When longer days and warming water temperatures spur the urge to spawn, many species go on the move. On reservoirs, ponds and lakes, bass, crappie and bream will all be shallow in some stage of the spawn. The shallow draft of a canoe or kayak allows anglers to sneak into backwaters to find the beds.
But even more exciting this time of year are the species that run out of the reservoirs and up the creeks and rivers. Up any tributary that feeds a good fishery, spring offers the best fishing of the year for one species or another.

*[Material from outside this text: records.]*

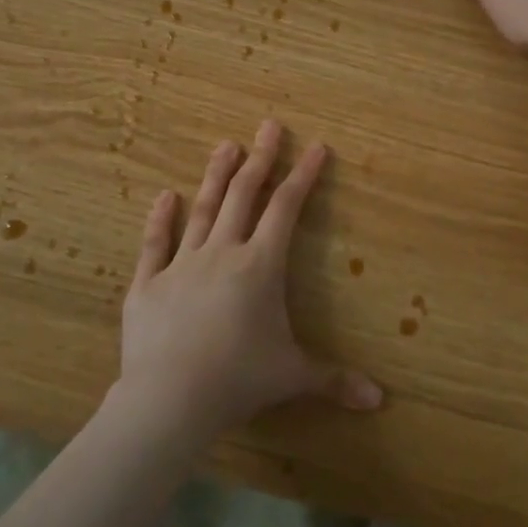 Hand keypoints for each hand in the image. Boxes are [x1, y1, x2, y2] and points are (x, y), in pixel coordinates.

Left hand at [115, 120, 382, 440]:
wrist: (169, 399)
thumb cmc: (238, 381)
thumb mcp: (292, 377)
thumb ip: (334, 380)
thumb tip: (379, 401)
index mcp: (260, 266)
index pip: (286, 209)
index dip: (303, 176)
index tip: (315, 146)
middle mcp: (222, 253)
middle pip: (244, 196)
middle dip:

Each spring, white bass in huge numbers push up rivers and creeks to spawn. They stage in the current breaks and provide fast action for anglers throwing spinners, curly tail jigs, small crank-baits and even flies. In a canoe or kayak, white bass make for an interesting float trip. Drift down the river, prospecting with a few casts in each eddy. That first strike tells you it’s time to drop anchor. Where there is one white bass, there is usually a whole school. They might weigh a pound on average, but they can get up to four or five pounds and fight much harder than their weight.
In many fisheries, walleye are most susceptible when they head upriver to spawn. For a fish that spends most of its time in the deepest water it can find, the spring run is really the only time a paddling angler can target them efficiently. They are consolidated in the river, where they school up near the bottom behind sandbars or other current breaks. They can be caught with deep-running lures bounced slowly along the bottom or a live baitfish fished with enough weight to keep it down near the bottom.

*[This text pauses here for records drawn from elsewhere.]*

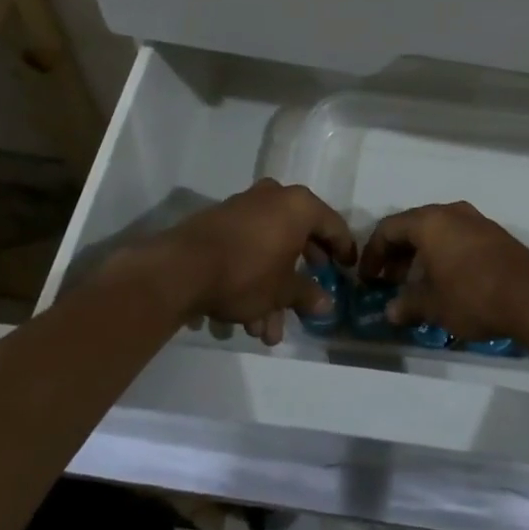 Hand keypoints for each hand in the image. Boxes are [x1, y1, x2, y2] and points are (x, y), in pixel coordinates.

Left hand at [128, 180, 355, 344]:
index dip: (343, 249)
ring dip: (271, 291)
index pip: (332, 225)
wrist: (181, 269)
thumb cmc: (247, 273)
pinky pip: (247, 250)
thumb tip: (327, 305)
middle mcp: (273, 198)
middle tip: (309, 297)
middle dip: (300, 279)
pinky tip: (244, 318)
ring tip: (266, 331)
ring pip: (269, 250)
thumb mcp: (282, 291)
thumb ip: (307, 295)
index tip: (347, 268)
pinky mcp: (218, 223)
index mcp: (298, 205)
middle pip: (298, 238)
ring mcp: (243, 208)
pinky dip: (251, 279)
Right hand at [359, 201, 528, 344]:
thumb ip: (407, 305)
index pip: (389, 229)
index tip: (368, 279)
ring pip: (438, 231)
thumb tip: (391, 311)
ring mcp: (476, 221)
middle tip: (390, 281)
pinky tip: (447, 280)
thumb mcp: (433, 306)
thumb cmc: (472, 295)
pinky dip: (444, 254)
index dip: (373, 254)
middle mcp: (451, 212)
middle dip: (397, 253)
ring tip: (417, 283)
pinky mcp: (495, 235)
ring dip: (421, 254)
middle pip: (413, 226)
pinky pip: (458, 237)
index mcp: (429, 222)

The king of the spring spawning runs has to be the landlocked striped bass that state wildlife agencies stock in reservoirs. There is no freshwater fish so large and powerful that can be found in such skinny water. In many systems, the spring run is just a precursor to the larger summer runs that occur when reservoir water conditions become uncomfortable for the fish. In spring and summer, chucking an oversized swimbait to eddies created by wood structure or drifting a live baitfish on a circle hook under a balloon can lead to surprisingly large results.
And the best thing about these spring runs is access to them can actually be better for anglers in little plastic boats. Bank-bound anglers are limited to one stretch of shoreline. Big boats are impeded by shoals and shallow water. With a canoe or kayak, the only limitations are private property and the distance you’re willing to carry a boat to launch.